Input material Start Marker

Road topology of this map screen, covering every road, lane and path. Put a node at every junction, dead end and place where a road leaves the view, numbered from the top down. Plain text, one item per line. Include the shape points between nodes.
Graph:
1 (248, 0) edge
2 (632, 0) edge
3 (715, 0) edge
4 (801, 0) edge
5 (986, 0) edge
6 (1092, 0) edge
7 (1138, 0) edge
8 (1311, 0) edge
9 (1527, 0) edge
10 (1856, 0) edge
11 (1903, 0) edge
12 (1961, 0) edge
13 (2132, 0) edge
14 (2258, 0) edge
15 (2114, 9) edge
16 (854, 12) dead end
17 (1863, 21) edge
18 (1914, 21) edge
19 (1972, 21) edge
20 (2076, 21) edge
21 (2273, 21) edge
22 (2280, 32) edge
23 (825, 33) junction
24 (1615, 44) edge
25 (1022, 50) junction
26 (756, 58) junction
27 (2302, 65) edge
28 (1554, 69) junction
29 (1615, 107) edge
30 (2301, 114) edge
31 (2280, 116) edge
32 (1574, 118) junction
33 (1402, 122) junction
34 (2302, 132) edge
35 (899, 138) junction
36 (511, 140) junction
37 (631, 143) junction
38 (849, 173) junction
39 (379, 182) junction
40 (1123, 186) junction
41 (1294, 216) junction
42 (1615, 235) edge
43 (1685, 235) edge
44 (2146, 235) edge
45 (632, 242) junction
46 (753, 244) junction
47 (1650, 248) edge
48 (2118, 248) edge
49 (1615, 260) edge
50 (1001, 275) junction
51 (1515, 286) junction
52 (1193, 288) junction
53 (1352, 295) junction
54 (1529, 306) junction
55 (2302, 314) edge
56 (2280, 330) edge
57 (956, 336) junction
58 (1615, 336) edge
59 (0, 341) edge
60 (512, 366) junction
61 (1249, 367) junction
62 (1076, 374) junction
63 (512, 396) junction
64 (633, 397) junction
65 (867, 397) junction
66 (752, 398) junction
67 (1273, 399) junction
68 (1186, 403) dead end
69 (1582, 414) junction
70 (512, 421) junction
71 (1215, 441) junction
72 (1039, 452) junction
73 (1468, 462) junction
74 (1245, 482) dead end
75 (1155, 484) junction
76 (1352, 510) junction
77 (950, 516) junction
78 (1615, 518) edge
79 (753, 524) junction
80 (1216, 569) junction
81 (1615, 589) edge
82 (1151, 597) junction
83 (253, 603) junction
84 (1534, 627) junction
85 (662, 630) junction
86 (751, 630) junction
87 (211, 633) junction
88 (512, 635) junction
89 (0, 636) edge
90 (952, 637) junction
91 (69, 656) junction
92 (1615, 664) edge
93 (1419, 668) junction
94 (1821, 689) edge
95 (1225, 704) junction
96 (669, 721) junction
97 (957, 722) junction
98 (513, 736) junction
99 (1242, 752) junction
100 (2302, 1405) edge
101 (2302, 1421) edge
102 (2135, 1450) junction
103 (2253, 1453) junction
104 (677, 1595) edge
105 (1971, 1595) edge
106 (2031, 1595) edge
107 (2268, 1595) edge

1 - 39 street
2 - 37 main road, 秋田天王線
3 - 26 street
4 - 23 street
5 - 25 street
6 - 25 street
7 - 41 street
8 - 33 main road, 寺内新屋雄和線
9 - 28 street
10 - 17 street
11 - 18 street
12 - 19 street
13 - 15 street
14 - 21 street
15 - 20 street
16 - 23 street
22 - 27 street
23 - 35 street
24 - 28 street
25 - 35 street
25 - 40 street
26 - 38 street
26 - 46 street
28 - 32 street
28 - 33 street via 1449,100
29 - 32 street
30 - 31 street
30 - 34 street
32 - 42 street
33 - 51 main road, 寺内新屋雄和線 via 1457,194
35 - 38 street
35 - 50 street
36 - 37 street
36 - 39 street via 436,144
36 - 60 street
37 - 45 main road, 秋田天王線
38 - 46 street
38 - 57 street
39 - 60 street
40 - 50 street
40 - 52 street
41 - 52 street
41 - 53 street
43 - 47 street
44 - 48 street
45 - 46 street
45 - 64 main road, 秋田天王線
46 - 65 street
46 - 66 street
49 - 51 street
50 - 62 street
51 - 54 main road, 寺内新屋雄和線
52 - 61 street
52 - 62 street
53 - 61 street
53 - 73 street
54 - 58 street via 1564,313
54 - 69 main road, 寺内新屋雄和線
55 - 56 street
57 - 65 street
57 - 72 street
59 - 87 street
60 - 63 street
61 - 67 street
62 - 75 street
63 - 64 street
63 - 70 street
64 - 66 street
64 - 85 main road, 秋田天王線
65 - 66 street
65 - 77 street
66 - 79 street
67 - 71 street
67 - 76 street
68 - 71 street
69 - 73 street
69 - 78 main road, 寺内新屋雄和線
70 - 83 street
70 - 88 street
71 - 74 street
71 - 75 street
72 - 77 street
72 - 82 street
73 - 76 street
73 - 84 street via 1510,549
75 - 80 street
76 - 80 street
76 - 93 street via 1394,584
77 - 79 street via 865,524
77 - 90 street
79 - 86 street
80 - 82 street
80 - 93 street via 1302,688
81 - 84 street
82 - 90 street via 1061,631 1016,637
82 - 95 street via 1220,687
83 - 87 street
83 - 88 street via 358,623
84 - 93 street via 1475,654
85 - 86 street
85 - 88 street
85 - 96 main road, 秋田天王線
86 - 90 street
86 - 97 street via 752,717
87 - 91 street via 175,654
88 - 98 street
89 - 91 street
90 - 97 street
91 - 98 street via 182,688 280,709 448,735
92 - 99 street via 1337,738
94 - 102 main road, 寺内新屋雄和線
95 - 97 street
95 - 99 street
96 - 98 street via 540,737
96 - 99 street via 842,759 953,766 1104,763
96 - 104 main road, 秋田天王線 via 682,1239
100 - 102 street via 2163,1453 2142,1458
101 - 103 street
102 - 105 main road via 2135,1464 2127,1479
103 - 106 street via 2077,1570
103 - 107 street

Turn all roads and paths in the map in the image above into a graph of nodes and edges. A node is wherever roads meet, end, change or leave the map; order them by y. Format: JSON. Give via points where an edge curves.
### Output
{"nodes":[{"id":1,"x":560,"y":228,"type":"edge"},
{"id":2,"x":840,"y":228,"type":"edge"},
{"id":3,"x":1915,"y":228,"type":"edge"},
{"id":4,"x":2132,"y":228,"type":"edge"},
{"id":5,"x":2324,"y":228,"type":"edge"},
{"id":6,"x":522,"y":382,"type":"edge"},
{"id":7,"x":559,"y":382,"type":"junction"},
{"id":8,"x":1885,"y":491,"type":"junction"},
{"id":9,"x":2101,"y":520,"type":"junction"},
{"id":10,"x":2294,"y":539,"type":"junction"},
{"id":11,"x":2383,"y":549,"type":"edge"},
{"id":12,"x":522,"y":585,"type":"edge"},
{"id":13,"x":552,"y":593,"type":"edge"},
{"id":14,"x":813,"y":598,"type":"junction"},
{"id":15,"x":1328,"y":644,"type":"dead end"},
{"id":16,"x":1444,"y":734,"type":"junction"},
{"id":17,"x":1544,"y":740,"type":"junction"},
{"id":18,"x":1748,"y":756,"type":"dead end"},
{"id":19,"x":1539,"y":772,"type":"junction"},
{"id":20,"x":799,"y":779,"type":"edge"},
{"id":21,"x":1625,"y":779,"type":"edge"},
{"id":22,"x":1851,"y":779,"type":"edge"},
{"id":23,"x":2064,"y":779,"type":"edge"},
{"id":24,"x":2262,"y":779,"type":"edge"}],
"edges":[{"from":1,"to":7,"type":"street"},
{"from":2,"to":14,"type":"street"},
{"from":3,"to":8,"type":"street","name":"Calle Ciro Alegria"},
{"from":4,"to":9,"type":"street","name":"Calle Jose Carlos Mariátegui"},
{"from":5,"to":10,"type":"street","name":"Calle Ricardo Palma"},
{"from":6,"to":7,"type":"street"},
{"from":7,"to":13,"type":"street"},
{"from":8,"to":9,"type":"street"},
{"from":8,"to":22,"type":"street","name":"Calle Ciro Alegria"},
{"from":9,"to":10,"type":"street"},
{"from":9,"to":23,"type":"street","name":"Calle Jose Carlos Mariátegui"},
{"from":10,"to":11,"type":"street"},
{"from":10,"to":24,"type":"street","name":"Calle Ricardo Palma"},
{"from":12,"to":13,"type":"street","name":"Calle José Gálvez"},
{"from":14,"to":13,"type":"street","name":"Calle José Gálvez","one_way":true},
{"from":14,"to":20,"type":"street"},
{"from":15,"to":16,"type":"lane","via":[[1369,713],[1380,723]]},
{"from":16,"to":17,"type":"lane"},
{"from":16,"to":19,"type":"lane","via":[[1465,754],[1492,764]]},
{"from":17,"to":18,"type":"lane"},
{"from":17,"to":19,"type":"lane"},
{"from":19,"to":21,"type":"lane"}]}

Input material End Marker

Work instruction
Among the entries above, determine how many lines contain "edges", then output only that number.

Solution below
2